Welcome to the Herron Family blog! We are Greg, Melissa, Emily, and Adam Herron, and we have a lot going on these days!! Greg is busy running his own business and finishing school, I'm adjusting to a new positon at work, Emily is learning something new just about every day, and we have recently been made a family of four by our new baby boy Adam. Join us on this great adventure of life...we'll try to keep it interesting!

Sunday, August 17, 2008

The Truth About Two

I'll admit it, the process of having a second baby was a much more stressful, and in ways less enjoyable than the first. When we became pregnant with Emily, it was almost pure joy. Sure, I worried about the baby. Would she come out normal? Would I be a good mom? How would I handle being a parent and working outside the home? But for the most part, the worries were few, and the happiness was plentiful. When we decided to have a second, there were many more worries. We were having such a good time with Emily, how would another child affect her? Would she be jealous? Hate the new baby? Could we POSSIBLY love another baby as much as we loved Emily? How could we? My heart would almost burst with love whenever I looked at her. This miracle of such intense, pure love could not feasibly happen twice. Not only that, we were having a boy. A BOY. What on earth would I do with a BOY? I always pictured myself having all girls. With Adam, there were a whole new set of worries to consider, and I fretted much more than I had with Em. I will even admit this...when I was leaving for work the morning of Adam's birth, I actually burst into tears. I wasn't ready for another baby yet! I wanted more time to enjoy my sweet Emily, have her all to myself, and not have to share myself with another child. I actually thought, "Oh no! What have we done!"

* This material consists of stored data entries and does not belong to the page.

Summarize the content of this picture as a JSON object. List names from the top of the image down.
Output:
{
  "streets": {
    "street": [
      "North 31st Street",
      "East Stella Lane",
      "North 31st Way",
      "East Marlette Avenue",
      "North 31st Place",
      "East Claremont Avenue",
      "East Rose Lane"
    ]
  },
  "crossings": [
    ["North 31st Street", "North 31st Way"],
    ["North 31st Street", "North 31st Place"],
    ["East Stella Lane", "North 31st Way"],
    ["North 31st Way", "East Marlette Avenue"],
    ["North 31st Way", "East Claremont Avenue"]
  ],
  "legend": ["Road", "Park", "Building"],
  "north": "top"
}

Then, approximately eight hours later, my baby boy came into the world, and I had an experience I did not have straight away when Emily was born. I fell instantly in love. With Emily, the whole experience of having a newborn was wonderful, but also the most stressful thing I had ever experienced, and it took a little while for the really intense love to blossom. With Adam, it was literally love at first sight. I couldn't believe it. I really COULD love another child as much as I loved Emily. Everyone told me that no matter how wonderful your first child was, you would love the second (and third, and fourth...) just as much, although maybe differently. It took the actual birth of my second child for me to really see how this could be true. We have had our challenges of course. Adam is not the same baby that Emily was, and it takes a while to learn all about the new one, their personality, their likes and dislikes, and how to fit them into the family. In some ways, I feel a little bad for Adam in that he does not get near the same one-on-one attention that Emily received as a newborn. How could he, we already have a two year old running around to care for! However, he does have the experience of an extremely entertaining big sister to watch, which he does almost constantly, and really seems to enjoy her. For Emily's part, she loves to "mother" baby Adam, and is always bringing him toys, blankets, pacifiers (even though he hates them!), and insisting on particularities of his care ("Hey momma, pick baby Adam up!", "Hey momma, I think baby Adam needs a new diaper!", "Hey momma, bring baby Adam a blanket!"). They study each other with such intensity. Amazingly, they already seem to love each other. Just as amazingly, my capacity to love seems to grow as my family does. And that's the truth about having two.

Saturday, August 2, 2008

Sydney the Wonderdog


This week, Sydney had a brush with death. She went into an unexplained seizure episode in the middle of the night last weekend, and she seized for over an hour. After a 30 hour stay at the emergency vet, followed by a full day of observation at our own vet, she came home to recuperate. I have learned two important things from this whole episode.
1. Pets are really, really good friends, and part of the family.
2. Their absence is felt so much more than their presence.
I had dropped her off at family's home for the week, as we were preparing to leave for a camping trip. I stopped to pick up a carry-out on the way home, and as I was trekking back and forth from the kitchen to the living room with the plates and food, I was unconsciously looking around for Sydney. She is almost ALWAYS underfoot, and if you're not careful, you'll step on her 50 times a day. I actually had the conscious thought "Oh, that's right, Sydney isn't here. Gee, I miss her already." Then, when I got that phone call at 4:00 am and I was standing over my beloved friend, begging her to wake up and really thinking that she was not going to, I had the follow-up thought: "Oh my god, I'm going to be missing her like that every day". And it made me realize what an important and yet sometimes invisible part she plays in our lives. I can't describe the joy and relief that I felt when she finally opened her eyes and lifted her head off the table. I thought, "I'm going to make sure Sydney knows how much we love her, every day". And then I realized, I should let EVERYONE I love know how much I love them every day. There are so many people who would leave a tangible hole in my life if they were suddenly gone, but I don't very often really stop to think about it. This is the lesson that my good friend Sydney taught me this week. So thank you, Sydney. And to everyone who cares enough about me to be reading this post, I love you too. And I would miss you terribly if you were gone.